Pragmatic is an approach to the philosophy of life that puts real-world concerns at the forefront. This grounded perspective fosters efficiency, effectiveness, and success in your professional and personal endeavors. Whether you’re a business leader looking to amplify your reach, or a researcher seeking to navigate qualitative applied social research on NGO processes, pragmatism offers a pragmatic way to achieve your goals.

Pragmatism was the brainchild of a group of Harvard-educated men known as The Metaphysical Club who began meeting for informal philosophical discussions in Cambridge, Massachusetts in 1870. Its members included proto-positivist Chauncey Wright, future Supreme Court Justice Oliver Wendell Holmes, and two then-fledgling philosophers who went on to become the first self-consciously pragmatists: Charles Sanders Peirce (1839-1914), a logician, mathematician, and scientist; and William James (1842-1910), a psychologist and moralist with a medical degree.

The pragmatists’ common goal was to refocus philosophical inquiry away from the philosophies of Plato, Aristotle, and Descartes and towards our actual lived experience. They wanted to be sure that all the knowledge we gathered was meaningful and relevant, so they rejected theories that were not empirically verified or could not fit existing data. In doing so, they embraced a view of reality that is sometimes described as “fallibilism” because even our most impressive scientific and other theories are prone to change with new knowledge and experience.

Rather than assigning postpositivism and constructivism in two different ontological and epistemological camps, pragmatism provides a framework to incorporate these competing ideologies into one coherent whole. By embracing a pragmatic attitude, you are more concerned with what is or can be than with what should be or might be (Frega 2011). You assess situations objectively and focus on finding feasible solutions. This pragmatic approach to problem-solving and decision-making is useful in any industry.

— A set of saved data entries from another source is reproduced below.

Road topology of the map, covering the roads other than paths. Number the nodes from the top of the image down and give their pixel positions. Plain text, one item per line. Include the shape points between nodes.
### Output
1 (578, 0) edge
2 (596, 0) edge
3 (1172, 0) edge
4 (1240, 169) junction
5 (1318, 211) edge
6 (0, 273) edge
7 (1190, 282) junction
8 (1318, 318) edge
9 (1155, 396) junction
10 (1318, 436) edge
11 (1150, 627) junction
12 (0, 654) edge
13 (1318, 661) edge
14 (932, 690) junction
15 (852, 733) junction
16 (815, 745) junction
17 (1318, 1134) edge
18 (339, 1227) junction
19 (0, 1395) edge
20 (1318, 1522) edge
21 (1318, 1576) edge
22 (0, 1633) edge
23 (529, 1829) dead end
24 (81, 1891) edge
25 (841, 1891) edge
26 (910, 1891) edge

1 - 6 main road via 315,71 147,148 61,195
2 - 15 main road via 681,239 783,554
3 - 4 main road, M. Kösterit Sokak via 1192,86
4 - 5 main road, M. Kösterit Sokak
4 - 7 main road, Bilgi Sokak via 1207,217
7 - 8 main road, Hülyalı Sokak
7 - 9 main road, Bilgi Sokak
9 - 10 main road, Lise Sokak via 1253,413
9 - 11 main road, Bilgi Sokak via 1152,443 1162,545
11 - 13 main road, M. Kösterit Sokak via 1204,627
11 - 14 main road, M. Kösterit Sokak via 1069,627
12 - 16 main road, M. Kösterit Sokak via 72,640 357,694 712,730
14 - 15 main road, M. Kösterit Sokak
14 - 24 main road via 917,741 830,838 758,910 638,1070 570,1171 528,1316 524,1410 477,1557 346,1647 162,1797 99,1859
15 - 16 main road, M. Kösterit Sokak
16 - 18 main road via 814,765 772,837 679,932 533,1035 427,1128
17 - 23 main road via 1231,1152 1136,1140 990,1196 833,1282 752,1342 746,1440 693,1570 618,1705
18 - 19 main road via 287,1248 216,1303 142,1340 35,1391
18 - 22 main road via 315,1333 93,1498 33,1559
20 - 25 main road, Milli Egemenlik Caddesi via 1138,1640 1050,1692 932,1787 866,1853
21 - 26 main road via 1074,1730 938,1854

Your pragmatic knowledge is what allows you to politely hedge a request, cleverly read between the lines, negotiate turn-taking norms in conversation, and navigate ambiguity in context. In other words, pragmatics is the contextual meaning of our language that takes into account social, cultural, and situational factors. It’s what lets you know that while the sentence ‘a stolen painting was found by a tree’ is ambiguous, it most likely refers to the fact that it was discovered by humans.

A pragmatic marketing strategy is one that is focused on understanding your customers and developing your product and service to meet their needs, wants, and pain points. This requires an investment of time and resources, but can lead to higher customer retention and improved brand loyalty. In addition, it can help you save money by avoiding costly mistakes and implementing tactics that are unlikely to work. This is why it’s so important to diligently work through each step of the pragmatic marketing framework before jumping in head-first.